Jeri recalled the big paw prints near the bushes and waved her hand high. "I think I saw some bobcat tracks near the dorm." Several more girls squealed. "Honest! I saw an animal outside my window just before supper. The paw prints looked like a really big cat."
"Let's keep moving." Ms. Carter shooed the girls along. "I'm sure there's nothing to worry about."
"Don't they eat meat, though?" Nikki asked.
"Yes." The house mother grimaced. "But they eat small animals — cottontails, mice, squirrels, even skunks — not girls."
Nikki lowered her voice. "They eat big animals like deer too. They sneak up on them when they're asleep." The stiff wind blew hair in her eyes. "Bobcats kill their prey by biting the animal's neck."
"That will do, Nikki," Ms. Carter called over her shoulder. "If we leave the bobcat alone, it'll leave us alone."

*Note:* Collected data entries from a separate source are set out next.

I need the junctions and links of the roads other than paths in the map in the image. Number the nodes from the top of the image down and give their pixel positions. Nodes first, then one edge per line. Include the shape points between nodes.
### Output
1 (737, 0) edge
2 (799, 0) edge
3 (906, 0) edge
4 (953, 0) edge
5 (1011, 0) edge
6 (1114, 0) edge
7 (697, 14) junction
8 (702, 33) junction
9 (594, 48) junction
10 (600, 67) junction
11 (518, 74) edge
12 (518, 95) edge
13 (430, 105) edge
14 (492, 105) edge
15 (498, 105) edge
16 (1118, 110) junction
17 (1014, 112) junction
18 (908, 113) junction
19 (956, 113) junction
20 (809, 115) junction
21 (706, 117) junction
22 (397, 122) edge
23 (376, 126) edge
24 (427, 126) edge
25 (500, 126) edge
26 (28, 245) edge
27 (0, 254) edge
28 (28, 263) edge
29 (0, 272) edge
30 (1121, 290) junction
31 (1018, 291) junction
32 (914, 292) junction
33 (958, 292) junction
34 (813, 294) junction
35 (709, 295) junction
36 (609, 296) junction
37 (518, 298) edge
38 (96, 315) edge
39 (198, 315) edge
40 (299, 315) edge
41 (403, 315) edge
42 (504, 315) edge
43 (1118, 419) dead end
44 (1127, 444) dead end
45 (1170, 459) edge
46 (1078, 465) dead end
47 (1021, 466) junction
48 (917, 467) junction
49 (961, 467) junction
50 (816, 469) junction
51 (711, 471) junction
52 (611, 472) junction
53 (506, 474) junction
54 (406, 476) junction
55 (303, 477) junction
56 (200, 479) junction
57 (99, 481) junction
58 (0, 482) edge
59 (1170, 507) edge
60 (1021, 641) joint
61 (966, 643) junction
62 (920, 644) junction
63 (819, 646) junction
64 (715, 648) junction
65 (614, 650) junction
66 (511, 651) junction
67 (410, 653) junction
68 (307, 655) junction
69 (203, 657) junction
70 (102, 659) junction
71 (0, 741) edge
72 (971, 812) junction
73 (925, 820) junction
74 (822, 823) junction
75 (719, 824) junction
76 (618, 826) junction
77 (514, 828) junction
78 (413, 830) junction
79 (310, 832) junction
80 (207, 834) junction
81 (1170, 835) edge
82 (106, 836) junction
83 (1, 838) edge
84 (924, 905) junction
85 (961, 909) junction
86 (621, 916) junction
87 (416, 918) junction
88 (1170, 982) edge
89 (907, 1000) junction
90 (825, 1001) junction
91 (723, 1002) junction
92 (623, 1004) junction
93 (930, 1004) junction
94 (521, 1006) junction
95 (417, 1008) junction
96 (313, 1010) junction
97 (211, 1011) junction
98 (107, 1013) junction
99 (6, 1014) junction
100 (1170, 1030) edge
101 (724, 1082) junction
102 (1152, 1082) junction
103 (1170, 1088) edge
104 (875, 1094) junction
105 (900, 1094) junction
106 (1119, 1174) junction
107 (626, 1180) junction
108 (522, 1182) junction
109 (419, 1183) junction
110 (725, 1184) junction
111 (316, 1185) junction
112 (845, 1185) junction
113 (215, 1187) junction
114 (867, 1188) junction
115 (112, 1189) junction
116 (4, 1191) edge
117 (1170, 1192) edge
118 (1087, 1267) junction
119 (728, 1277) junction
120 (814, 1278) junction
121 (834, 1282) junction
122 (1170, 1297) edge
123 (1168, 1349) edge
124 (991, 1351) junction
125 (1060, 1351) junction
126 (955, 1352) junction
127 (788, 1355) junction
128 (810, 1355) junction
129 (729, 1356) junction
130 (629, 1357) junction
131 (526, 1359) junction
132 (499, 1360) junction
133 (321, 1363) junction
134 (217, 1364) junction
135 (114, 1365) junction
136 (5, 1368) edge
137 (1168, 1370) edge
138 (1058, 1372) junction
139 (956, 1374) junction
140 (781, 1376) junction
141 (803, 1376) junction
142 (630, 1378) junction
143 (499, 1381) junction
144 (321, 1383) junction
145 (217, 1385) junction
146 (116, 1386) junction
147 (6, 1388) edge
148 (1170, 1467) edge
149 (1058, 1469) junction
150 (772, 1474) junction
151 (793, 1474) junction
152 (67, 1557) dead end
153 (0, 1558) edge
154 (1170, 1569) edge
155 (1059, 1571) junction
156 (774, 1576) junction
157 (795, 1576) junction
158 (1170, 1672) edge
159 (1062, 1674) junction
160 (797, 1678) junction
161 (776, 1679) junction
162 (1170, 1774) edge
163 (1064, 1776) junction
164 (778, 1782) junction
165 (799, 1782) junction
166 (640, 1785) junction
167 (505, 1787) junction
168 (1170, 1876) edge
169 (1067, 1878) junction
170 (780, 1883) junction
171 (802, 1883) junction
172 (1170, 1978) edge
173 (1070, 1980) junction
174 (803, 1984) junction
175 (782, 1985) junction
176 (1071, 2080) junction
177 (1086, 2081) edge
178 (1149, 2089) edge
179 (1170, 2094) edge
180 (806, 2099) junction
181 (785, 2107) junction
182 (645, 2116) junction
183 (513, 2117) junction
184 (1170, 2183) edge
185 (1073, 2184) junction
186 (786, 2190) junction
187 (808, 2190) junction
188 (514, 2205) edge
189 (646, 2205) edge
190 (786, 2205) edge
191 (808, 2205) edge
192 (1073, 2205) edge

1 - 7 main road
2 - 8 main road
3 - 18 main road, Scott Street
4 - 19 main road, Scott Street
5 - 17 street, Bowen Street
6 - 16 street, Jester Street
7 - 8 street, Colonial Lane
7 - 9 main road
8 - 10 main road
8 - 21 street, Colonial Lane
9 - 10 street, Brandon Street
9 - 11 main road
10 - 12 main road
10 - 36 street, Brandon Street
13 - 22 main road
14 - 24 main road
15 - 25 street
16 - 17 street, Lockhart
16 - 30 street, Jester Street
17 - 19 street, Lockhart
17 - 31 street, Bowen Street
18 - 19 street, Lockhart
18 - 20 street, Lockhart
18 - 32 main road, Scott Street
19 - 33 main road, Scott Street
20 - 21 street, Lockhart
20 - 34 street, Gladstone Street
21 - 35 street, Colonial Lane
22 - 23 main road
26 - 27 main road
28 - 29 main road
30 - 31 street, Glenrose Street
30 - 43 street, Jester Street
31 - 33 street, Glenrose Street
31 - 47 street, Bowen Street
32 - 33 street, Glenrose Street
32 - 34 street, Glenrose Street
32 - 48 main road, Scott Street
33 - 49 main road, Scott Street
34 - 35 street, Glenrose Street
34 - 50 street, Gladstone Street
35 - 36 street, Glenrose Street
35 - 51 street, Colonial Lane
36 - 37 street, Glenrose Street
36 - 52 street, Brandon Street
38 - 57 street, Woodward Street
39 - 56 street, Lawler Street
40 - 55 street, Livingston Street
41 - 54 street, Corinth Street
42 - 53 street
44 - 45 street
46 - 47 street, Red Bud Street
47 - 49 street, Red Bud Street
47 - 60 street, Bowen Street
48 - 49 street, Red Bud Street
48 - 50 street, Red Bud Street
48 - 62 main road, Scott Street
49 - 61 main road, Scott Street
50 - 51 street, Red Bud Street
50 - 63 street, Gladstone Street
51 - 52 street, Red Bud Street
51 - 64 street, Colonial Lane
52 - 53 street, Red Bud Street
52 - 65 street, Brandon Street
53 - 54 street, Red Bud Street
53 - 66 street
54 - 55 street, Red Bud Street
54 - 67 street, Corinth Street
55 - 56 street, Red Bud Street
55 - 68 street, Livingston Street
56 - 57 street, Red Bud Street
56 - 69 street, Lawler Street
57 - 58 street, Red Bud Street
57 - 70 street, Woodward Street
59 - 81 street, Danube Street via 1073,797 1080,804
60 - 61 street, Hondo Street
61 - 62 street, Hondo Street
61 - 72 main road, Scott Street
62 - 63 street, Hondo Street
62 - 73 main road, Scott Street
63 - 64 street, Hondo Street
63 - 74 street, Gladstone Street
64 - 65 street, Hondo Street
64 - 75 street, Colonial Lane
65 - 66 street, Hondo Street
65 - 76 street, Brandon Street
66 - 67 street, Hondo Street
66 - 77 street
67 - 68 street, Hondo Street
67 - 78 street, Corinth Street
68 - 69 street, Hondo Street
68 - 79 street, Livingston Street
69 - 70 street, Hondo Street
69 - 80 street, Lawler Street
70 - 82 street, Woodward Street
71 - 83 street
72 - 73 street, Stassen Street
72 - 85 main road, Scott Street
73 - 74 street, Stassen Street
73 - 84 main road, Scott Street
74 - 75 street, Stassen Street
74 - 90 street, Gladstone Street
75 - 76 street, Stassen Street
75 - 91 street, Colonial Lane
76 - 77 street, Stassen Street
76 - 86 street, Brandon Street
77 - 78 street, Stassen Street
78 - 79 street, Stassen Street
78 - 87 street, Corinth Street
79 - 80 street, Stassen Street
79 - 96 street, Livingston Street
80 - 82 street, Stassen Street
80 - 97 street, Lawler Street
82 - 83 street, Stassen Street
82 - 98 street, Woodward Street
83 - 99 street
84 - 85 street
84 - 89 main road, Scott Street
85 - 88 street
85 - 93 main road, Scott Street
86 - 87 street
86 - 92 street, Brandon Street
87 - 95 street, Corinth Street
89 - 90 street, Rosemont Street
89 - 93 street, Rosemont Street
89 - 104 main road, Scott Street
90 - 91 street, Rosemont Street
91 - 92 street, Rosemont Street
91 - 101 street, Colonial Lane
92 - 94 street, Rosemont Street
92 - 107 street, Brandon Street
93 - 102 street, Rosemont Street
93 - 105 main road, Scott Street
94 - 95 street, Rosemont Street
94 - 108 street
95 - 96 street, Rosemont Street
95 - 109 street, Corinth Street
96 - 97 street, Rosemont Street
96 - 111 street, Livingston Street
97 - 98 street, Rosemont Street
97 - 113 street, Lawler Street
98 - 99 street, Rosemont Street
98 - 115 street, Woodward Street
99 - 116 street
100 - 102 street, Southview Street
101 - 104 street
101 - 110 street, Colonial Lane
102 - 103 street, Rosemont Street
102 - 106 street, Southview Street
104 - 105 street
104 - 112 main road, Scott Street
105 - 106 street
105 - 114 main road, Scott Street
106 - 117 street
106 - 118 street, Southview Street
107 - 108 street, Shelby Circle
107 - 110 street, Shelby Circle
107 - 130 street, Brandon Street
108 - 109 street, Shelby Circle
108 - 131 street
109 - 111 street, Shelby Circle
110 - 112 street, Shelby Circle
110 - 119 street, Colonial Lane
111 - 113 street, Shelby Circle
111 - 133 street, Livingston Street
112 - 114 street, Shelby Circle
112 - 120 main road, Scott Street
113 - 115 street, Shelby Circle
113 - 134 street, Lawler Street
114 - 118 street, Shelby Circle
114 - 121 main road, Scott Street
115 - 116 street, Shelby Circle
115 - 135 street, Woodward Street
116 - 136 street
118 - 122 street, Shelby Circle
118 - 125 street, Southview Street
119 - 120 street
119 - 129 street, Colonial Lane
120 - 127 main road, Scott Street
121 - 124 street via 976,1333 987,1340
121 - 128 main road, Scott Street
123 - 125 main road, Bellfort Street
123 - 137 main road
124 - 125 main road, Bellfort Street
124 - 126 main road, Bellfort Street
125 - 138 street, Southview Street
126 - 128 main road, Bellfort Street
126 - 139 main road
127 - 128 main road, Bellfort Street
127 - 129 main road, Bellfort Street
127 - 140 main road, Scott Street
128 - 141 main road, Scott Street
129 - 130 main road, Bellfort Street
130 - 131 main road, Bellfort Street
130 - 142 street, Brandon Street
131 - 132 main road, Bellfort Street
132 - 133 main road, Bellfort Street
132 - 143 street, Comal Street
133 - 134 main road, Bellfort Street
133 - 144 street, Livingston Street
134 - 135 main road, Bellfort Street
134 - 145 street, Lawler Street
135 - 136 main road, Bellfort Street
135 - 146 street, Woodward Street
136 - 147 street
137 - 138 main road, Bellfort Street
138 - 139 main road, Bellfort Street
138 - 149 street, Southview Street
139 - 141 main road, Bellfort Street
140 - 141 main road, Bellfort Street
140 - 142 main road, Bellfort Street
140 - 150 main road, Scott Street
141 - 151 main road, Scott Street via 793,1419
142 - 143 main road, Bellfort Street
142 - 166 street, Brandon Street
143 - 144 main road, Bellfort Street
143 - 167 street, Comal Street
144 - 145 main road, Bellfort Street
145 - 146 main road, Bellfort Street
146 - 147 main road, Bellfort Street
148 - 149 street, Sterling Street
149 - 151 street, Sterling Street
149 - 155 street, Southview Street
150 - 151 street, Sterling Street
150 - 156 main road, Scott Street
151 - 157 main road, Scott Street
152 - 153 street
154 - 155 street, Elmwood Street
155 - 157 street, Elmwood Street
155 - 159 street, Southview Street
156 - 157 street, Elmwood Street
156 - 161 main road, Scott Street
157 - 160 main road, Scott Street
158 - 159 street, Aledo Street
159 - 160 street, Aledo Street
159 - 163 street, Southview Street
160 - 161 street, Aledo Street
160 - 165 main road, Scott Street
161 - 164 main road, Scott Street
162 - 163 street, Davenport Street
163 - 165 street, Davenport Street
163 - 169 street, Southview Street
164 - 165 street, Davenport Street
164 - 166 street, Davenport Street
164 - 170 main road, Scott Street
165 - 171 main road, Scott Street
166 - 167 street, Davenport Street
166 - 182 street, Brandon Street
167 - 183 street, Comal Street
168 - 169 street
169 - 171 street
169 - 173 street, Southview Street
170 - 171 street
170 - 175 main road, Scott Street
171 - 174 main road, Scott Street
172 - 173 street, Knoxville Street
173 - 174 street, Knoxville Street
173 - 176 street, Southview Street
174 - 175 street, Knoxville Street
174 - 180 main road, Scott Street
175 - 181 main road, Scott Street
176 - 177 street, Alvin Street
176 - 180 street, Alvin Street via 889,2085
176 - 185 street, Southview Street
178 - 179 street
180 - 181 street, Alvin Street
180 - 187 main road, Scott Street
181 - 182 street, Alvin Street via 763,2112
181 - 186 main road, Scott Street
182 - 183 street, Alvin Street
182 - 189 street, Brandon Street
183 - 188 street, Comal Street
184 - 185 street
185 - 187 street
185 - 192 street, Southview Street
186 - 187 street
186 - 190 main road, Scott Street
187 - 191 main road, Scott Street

Jeri pulled her coat collar up and scanned both sides of the walk as they crossed the campus to the dining hall. The Virginia hills didn't have a lot of bobcats, but they'd been sighted occasionally. If Rosa were there, she'd be freaking out. "I bet Rosa's already at supper," she said to Abby. "She might be late with homework, but she's never late for food."
Actually, no one dared to be late to the dining hall — not if they wanted to eat. Headmistress Long — privately nicknamed the Head or Head Long — had strict rules about dining hours, dress code for meals, posture while eating, and volume of conversation. Rules were made to be obeyed. Not bent. And certainly not broken.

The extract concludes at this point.